WHAT YOU ARE ASKED TO DO: Give back all the data exactly, line by line.
Segment Open
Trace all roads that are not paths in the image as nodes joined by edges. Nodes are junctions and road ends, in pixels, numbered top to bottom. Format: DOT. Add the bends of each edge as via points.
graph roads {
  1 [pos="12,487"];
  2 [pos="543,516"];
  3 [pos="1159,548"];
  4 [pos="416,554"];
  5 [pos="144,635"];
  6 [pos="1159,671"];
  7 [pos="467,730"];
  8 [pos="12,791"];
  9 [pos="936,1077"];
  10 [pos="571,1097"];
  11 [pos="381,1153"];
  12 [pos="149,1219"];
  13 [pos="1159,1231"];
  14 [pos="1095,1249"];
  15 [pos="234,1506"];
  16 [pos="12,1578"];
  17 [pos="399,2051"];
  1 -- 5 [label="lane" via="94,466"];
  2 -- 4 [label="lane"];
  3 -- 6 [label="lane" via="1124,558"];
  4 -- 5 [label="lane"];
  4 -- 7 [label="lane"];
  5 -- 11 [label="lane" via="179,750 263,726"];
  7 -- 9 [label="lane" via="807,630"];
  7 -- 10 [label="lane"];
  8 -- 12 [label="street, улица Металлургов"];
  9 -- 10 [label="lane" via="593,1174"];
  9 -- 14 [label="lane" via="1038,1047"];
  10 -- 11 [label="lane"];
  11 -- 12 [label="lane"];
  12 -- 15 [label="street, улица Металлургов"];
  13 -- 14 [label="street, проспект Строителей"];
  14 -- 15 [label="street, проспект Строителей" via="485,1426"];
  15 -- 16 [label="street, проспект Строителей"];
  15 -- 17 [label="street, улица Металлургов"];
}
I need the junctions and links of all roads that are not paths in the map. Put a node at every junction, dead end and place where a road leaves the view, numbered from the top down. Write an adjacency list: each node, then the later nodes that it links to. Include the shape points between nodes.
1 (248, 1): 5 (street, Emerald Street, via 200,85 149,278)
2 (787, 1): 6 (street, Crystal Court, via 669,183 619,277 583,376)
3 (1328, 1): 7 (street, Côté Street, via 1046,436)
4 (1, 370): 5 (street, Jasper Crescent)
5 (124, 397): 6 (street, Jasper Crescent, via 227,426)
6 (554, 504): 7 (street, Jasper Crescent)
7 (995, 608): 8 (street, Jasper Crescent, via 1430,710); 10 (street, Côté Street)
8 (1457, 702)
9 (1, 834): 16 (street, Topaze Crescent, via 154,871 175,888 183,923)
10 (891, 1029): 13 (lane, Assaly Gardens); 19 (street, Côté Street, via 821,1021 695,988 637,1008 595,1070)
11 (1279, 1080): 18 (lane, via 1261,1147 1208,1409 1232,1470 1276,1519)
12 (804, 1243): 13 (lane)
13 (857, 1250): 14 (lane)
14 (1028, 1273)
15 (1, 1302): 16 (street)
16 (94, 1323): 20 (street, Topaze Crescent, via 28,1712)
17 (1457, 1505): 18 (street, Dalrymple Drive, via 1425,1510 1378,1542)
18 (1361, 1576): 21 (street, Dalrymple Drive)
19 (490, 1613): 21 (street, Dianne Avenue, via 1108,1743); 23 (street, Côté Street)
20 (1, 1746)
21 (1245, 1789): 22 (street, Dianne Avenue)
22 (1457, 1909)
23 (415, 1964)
Segment Closed
RESULT OF THIS EXERCISE:
Trace all roads that are not paths in the image as nodes joined by edges. Nodes are junctions and road ends, in pixels, numbered top to bottom. Format: DOT. Add the bends of each edge as via points.
graph roads {
  1 [pos="12,487"];
  2 [pos="543,516"];
  3 [pos="1159,548"];
  4 [pos="416,554"];
  5 [pos="144,635"];
  6 [pos="1159,671"];
  7 [pos="467,730"];
  8 [pos="12,791"];
  9 [pos="936,1077"];
  10 [pos="571,1097"];
  11 [pos="381,1153"];
  12 [pos="149,1219"];
  13 [pos="1159,1231"];
  14 [pos="1095,1249"];
  15 [pos="234,1506"];
  16 [pos="12,1578"];
  17 [pos="399,2051"];
  1 -- 5 [label="lane" via="94,466"];
  2 -- 4 [label="lane"];
  3 -- 6 [label="lane" via="1124,558"];
  4 -- 5 [label="lane"];
  4 -- 7 [label="lane"];
  5 -- 11 [label="lane" via="179,750 263,726"];
  7 -- 9 [label="lane" via="807,630"];
  7 -- 10 [label="lane"];
  8 -- 12 [label="street, улица Металлургов"];
  9 -- 10 [label="lane" via="593,1174"];
  9 -- 14 [label="lane" via="1038,1047"];
  10 -- 11 [label="lane"];
  11 -- 12 [label="lane"];
  12 -- 15 [label="street, улица Металлургов"];
  13 -- 14 [label="street, проспект Строителей"];
  14 -- 15 [label="street, проспект Строителей" via="485,1426"];
  15 -- 16 [label="street, проспект Строителей"];
  15 -- 17 [label="street, улица Металлургов"];
}
I need the junctions and links of all roads that are not paths in the map. Put a node at every junction, dead end and place where a road leaves the view, numbered from the top down. Write an adjacency list: each node, then the later nodes that it links to. Include the shape points between nodes.
1 (248, 1): 5 (street, Emerald Street, via 200,85 149,278)
2 (787, 1): 6 (street, Crystal Court, via 669,183 619,277 583,376)
3 (1328, 1): 7 (street, Côté Street, via 1046,436)
4 (1, 370): 5 (street, Jasper Crescent)
5 (124, 397): 6 (street, Jasper Crescent, via 227,426)
6 (554, 504): 7 (street, Jasper Crescent)
7 (995, 608): 8 (street, Jasper Crescent, via 1430,710); 10 (street, Côté Street)
8 (1457, 702)
9 (1, 834): 16 (street, Topaze Crescent, via 154,871 175,888 183,923)
10 (891, 1029): 13 (lane, Assaly Gardens); 19 (street, Côté Street, via 821,1021 695,988 637,1008 595,1070)
11 (1279, 1080): 18 (lane, via 1261,1147 1208,1409 1232,1470 1276,1519)
12 (804, 1243): 13 (lane)
13 (857, 1250): 14 (lane)
14 (1028, 1273)
15 (1, 1302): 16 (street)
16 (94, 1323): 20 (street, Topaze Crescent, via 28,1712)
17 (1457, 1505): 18 (street, Dalrymple Drive, via 1425,1510 1378,1542)
18 (1361, 1576): 21 (street, Dalrymple Drive)
19 (490, 1613): 21 (street, Dianne Avenue, via 1108,1743); 23 (street, Côté Street)
20 (1, 1746)
21 (1245, 1789): 22 (street, Dianne Avenue)
22 (1457, 1909)
23 (415, 1964)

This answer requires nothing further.